Your instructions >> The expected result is every line of the records, printed exactly.

Data for this exercise >>
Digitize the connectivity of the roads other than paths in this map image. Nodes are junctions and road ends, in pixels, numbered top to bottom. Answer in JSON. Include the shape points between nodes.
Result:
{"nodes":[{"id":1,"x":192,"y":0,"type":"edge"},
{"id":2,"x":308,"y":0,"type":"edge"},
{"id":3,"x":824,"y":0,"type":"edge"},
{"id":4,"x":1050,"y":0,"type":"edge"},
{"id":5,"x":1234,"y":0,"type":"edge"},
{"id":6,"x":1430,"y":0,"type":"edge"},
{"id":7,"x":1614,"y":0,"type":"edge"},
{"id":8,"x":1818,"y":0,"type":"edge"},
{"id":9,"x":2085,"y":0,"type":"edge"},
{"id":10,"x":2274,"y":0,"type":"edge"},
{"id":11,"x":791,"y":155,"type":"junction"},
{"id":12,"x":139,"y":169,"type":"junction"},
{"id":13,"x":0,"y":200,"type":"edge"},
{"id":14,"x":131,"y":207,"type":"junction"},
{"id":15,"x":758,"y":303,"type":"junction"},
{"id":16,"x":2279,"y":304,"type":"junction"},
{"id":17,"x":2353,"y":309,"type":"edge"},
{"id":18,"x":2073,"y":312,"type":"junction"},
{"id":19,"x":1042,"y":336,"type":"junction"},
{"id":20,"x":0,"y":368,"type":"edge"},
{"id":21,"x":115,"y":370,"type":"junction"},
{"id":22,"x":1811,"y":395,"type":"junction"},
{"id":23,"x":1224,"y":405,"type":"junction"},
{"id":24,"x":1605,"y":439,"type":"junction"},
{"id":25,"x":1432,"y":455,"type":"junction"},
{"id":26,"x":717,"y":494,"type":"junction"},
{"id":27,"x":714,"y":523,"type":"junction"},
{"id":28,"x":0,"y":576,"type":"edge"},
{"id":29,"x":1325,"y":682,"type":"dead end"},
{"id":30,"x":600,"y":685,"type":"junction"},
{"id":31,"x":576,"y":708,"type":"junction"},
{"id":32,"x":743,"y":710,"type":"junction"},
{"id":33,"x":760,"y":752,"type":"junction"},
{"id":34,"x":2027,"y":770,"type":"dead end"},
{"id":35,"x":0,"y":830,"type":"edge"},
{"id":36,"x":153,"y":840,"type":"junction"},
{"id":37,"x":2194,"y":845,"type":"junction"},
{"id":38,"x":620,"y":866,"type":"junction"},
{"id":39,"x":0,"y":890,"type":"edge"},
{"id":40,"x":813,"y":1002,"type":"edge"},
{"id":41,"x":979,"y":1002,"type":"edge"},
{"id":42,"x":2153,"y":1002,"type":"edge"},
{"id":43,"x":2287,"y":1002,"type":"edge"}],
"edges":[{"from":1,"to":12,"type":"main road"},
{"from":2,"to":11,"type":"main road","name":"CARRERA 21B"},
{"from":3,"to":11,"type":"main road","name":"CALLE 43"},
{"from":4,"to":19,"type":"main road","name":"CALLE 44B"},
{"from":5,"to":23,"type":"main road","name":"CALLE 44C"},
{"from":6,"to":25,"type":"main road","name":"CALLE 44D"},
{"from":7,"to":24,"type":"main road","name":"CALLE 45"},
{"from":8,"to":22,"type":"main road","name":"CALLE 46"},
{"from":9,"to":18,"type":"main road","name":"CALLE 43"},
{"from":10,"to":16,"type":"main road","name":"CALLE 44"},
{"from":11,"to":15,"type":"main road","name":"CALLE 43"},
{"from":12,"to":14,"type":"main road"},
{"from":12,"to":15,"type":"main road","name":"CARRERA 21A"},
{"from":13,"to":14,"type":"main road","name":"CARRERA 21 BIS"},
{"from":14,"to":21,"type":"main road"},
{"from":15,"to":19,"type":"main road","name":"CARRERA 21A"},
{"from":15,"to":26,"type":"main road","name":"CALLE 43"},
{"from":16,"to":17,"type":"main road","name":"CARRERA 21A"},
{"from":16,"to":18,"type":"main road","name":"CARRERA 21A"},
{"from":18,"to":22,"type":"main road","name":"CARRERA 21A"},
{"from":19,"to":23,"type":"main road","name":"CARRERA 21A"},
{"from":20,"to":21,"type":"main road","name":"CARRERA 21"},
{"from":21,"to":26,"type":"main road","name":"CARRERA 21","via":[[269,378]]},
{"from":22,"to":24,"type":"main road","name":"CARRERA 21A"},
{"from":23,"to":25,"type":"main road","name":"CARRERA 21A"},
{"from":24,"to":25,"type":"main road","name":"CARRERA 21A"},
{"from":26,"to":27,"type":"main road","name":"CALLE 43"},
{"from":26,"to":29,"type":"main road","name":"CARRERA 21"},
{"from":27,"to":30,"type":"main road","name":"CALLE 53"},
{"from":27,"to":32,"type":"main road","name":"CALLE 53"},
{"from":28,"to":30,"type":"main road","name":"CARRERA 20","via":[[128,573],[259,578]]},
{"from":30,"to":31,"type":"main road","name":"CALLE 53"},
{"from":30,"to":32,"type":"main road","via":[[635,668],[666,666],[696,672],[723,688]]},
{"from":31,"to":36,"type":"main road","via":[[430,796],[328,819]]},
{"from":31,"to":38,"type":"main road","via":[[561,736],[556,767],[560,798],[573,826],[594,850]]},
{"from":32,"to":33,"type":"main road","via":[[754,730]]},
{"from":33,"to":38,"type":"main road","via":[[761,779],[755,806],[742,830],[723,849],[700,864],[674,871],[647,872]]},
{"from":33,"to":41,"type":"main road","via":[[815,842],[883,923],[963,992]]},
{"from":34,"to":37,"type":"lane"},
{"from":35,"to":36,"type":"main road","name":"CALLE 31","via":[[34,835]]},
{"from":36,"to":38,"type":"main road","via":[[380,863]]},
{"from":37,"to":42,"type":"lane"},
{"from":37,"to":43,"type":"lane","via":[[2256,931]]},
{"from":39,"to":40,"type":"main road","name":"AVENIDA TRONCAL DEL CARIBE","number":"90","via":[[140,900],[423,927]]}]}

Response to the exercise >>
Digitize the connectivity of the roads other than paths in this map image. Nodes are junctions and road ends, in pixels, numbered top to bottom. Answer in JSON. Include the shape points between nodes.
Result:
{"nodes":[{"id":1,"x":192,"y":0,"type":"edge"},
{"id":2,"x":308,"y":0,"type":"edge"},
{"id":3,"x":824,"y":0,"type":"edge"},
{"id":4,"x":1050,"y":0,"type":"edge"},
{"id":5,"x":1234,"y":0,"type":"edge"},
{"id":6,"x":1430,"y":0,"type":"edge"},
{"id":7,"x":1614,"y":0,"type":"edge"},
{"id":8,"x":1818,"y":0,"type":"edge"},
{"id":9,"x":2085,"y":0,"type":"edge"},
{"id":10,"x":2274,"y":0,"type":"edge"},
{"id":11,"x":791,"y":155,"type":"junction"},
{"id":12,"x":139,"y":169,"type":"junction"},
{"id":13,"x":0,"y":200,"type":"edge"},
{"id":14,"x":131,"y":207,"type":"junction"},
{"id":15,"x":758,"y":303,"type":"junction"},
{"id":16,"x":2279,"y":304,"type":"junction"},
{"id":17,"x":2353,"y":309,"type":"edge"},
{"id":18,"x":2073,"y":312,"type":"junction"},
{"id":19,"x":1042,"y":336,"type":"junction"},
{"id":20,"x":0,"y":368,"type":"edge"},
{"id":21,"x":115,"y":370,"type":"junction"},
{"id":22,"x":1811,"y":395,"type":"junction"},
{"id":23,"x":1224,"y":405,"type":"junction"},
{"id":24,"x":1605,"y":439,"type":"junction"},
{"id":25,"x":1432,"y":455,"type":"junction"},
{"id":26,"x":717,"y":494,"type":"junction"},
{"id":27,"x":714,"y":523,"type":"junction"},
{"id":28,"x":0,"y":576,"type":"edge"},
{"id":29,"x":1325,"y":682,"type":"dead end"},
{"id":30,"x":600,"y":685,"type":"junction"},
{"id":31,"x":576,"y":708,"type":"junction"},
{"id":32,"x":743,"y":710,"type":"junction"},
{"id":33,"x":760,"y":752,"type":"junction"},
{"id":34,"x":2027,"y":770,"type":"dead end"},
{"id":35,"x":0,"y":830,"type":"edge"},
{"id":36,"x":153,"y":840,"type":"junction"},
{"id":37,"x":2194,"y":845,"type":"junction"},
{"id":38,"x":620,"y":866,"type":"junction"},
{"id":39,"x":0,"y":890,"type":"edge"},
{"id":40,"x":813,"y":1002,"type":"edge"},
{"id":41,"x":979,"y":1002,"type":"edge"},
{"id":42,"x":2153,"y":1002,"type":"edge"},
{"id":43,"x":2287,"y":1002,"type":"edge"}],
"edges":[{"from":1,"to":12,"type":"main road"},
{"from":2,"to":11,"type":"main road","name":"CARRERA 21B"},
{"from":3,"to":11,"type":"main road","name":"CALLE 43"},
{"from":4,"to":19,"type":"main road","name":"CALLE 44B"},
{"from":5,"to":23,"type":"main road","name":"CALLE 44C"},
{"from":6,"to":25,"type":"main road","name":"CALLE 44D"},
{"from":7,"to":24,"type":"main road","name":"CALLE 45"},
{"from":8,"to":22,"type":"main road","name":"CALLE 46"},
{"from":9,"to":18,"type":"main road","name":"CALLE 43"},
{"from":10,"to":16,"type":"main road","name":"CALLE 44"},
{"from":11,"to":15,"type":"main road","name":"CALLE 43"},
{"from":12,"to":14,"type":"main road"},
{"from":12,"to":15,"type":"main road","name":"CARRERA 21A"},
{"from":13,"to":14,"type":"main road","name":"CARRERA 21 BIS"},
{"from":14,"to":21,"type":"main road"},
{"from":15,"to":19,"type":"main road","name":"CARRERA 21A"},
{"from":15,"to":26,"type":"main road","name":"CALLE 43"},
{"from":16,"to":17,"type":"main road","name":"CARRERA 21A"},
{"from":16,"to":18,"type":"main road","name":"CARRERA 21A"},
{"from":18,"to":22,"type":"main road","name":"CARRERA 21A"},
{"from":19,"to":23,"type":"main road","name":"CARRERA 21A"},
{"from":20,"to":21,"type":"main road","name":"CARRERA 21"},
{"from":21,"to":26,"type":"main road","name":"CARRERA 21","via":[[269,378]]},
{"from":22,"to":24,"type":"main road","name":"CARRERA 21A"},
{"from":23,"to":25,"type":"main road","name":"CARRERA 21A"},
{"from":24,"to":25,"type":"main road","name":"CARRERA 21A"},
{"from":26,"to":27,"type":"main road","name":"CALLE 43"},
{"from":26,"to":29,"type":"main road","name":"CARRERA 21"},
{"from":27,"to":30,"type":"main road","name":"CALLE 53"},
{"from":27,"to":32,"type":"main road","name":"CALLE 53"},
{"from":28,"to":30,"type":"main road","name":"CARRERA 20","via":[[128,573],[259,578]]},
{"from":30,"to":31,"type":"main road","name":"CALLE 53"},
{"from":30,"to":32,"type":"main road","via":[[635,668],[666,666],[696,672],[723,688]]},
{"from":31,"to":36,"type":"main road","via":[[430,796],[328,819]]},
{"from":31,"to":38,"type":"main road","via":[[561,736],[556,767],[560,798],[573,826],[594,850]]},
{"from":32,"to":33,"type":"main road","via":[[754,730]]},
{"from":33,"to":38,"type":"main road","via":[[761,779],[755,806],[742,830],[723,849],[700,864],[674,871],[647,872]]},
{"from":33,"to":41,"type":"main road","via":[[815,842],[883,923],[963,992]]},
{"from":34,"to":37,"type":"lane"},
{"from":35,"to":36,"type":"main road","name":"CALLE 31","via":[[34,835]]},
{"from":36,"to":38,"type":"main road","via":[[380,863]]},
{"from":37,"to":42,"type":"lane"},
{"from":37,"to":43,"type":"lane","via":[[2256,931]]},
{"from":39,"to":40,"type":"main road","name":"AVENIDA TRONCAL DEL CARIBE","number":"90","via":[[140,900],[423,927]]}]}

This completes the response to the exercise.